Although the entries contain pictures, your copy should hold only their exact text.
*** Material shown
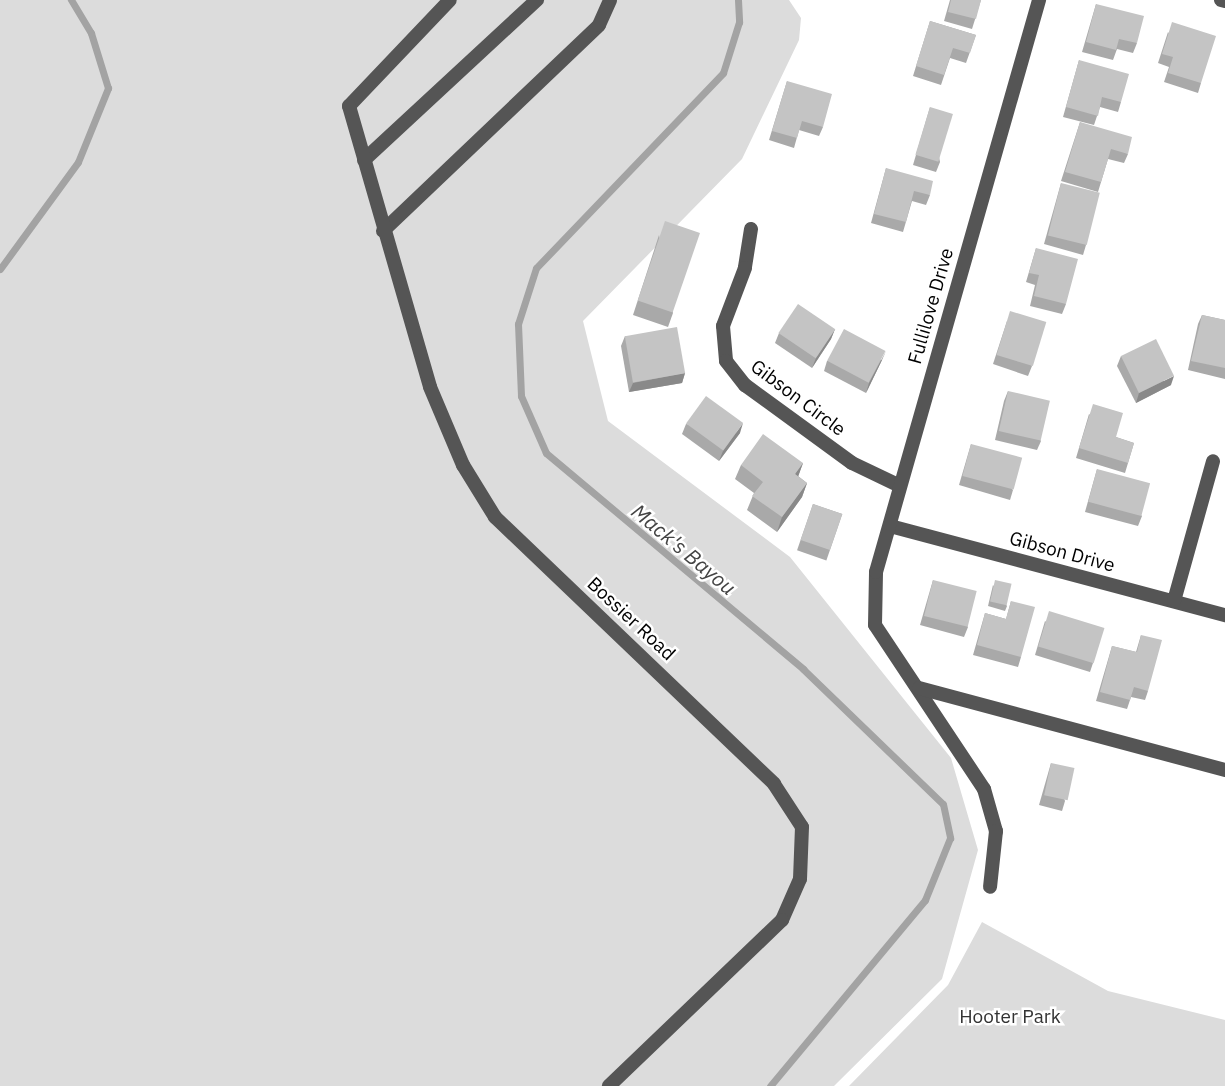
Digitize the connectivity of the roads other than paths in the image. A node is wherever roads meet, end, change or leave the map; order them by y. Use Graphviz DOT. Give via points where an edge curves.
graph roads {
  1 [pos="450,0"];
  2 [pos="537,0"];
  3 [pos="610,0"];
  4 [pos="1039,0"];
  5 [pos="364,160"];
  6 [pos="751,229"];
  7 [pos="383,231"];
  8 [pos="1213,461"];
  9 [pos="900,486"];
  10 [pos="890,526"];
  11 [pos="1174,601"];
  12 [pos="1225,615"];
  13 [pos="919,688"];
  14 [pos="1225,769"];
  15 [pos="990,887"];
  16 [pos="609,1086"];
  1 -- 5 [label="street, Bossier Road" via="377,70 349,106"];
  2 -- 5 [label="street"];
  3 -- 7 [label="street" via="599,25"];
  4 -- 9 [label="street, Fullilove Drive"];
  5 -- 7 [label="street, Bossier Road"];
  6 -- 9 [label="street, Gibson Circle" via="745,268 723,326 726,361 745,385 852,463"];
  7 -- 16 [label="street, Bossier Road" via="430,387 463,465 495,517 774,784 802,827 800,879 782,920"];
  8 -- 11 [label="street"];
  9 -- 10 [label="street, Fullilove Drive"];
  10 -- 11 [label="street, Gibson Drive"];
  10 -- 13 [label="street, Fullilove Drive" via="874,587 875,625"];
  11 -- 12 [label="street, Gibson Drive"];
  13 -- 14 [label="street"];
  13 -- 15 [label="street" via="984,789 996,831"];
}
******
**Result for this exercise**
Digitize the connectivity of the roads other than paths in the image. A node is wherever roads meet, end, change or leave the map; order them by y. Use Graphviz DOT. Give via points where an edge curves.
graph roads {
  1 [pos="450,0"];
  2 [pos="537,0"];
  3 [pos="610,0"];
  4 [pos="1039,0"];
  5 [pos="364,160"];
  6 [pos="751,229"];
  7 [pos="383,231"];
  8 [pos="1213,461"];
  9 [pos="900,486"];
  10 [pos="890,526"];
  11 [pos="1174,601"];
  12 [pos="1225,615"];
  13 [pos="919,688"];
  14 [pos="1225,769"];
  15 [pos="990,887"];
  16 [pos="609,1086"];
  1 -- 5 [label="street, Bossier Road" via="377,70 349,106"];
  2 -- 5 [label="street"];
  3 -- 7 [label="street" via="599,25"];
  4 -- 9 [label="street, Fullilove Drive"];
  5 -- 7 [label="street, Bossier Road"];
  6 -- 9 [label="street, Gibson Circle" via="745,268 723,326 726,361 745,385 852,463"];
  7 -- 16 [label="street, Bossier Road" via="430,387 463,465 495,517 774,784 802,827 800,879 782,920"];
  8 -- 11 [label="street"];
  9 -- 10 [label="street, Fullilove Drive"];
  10 -- 11 [label="street, Gibson Drive"];
  10 -- 13 [label="street, Fullilove Drive" via="874,587 875,625"];
  11 -- 12 [label="street, Gibson Drive"];
  13 -- 14 [label="street"];
  13 -- 15 [label="street" via="984,789 996,831"];
}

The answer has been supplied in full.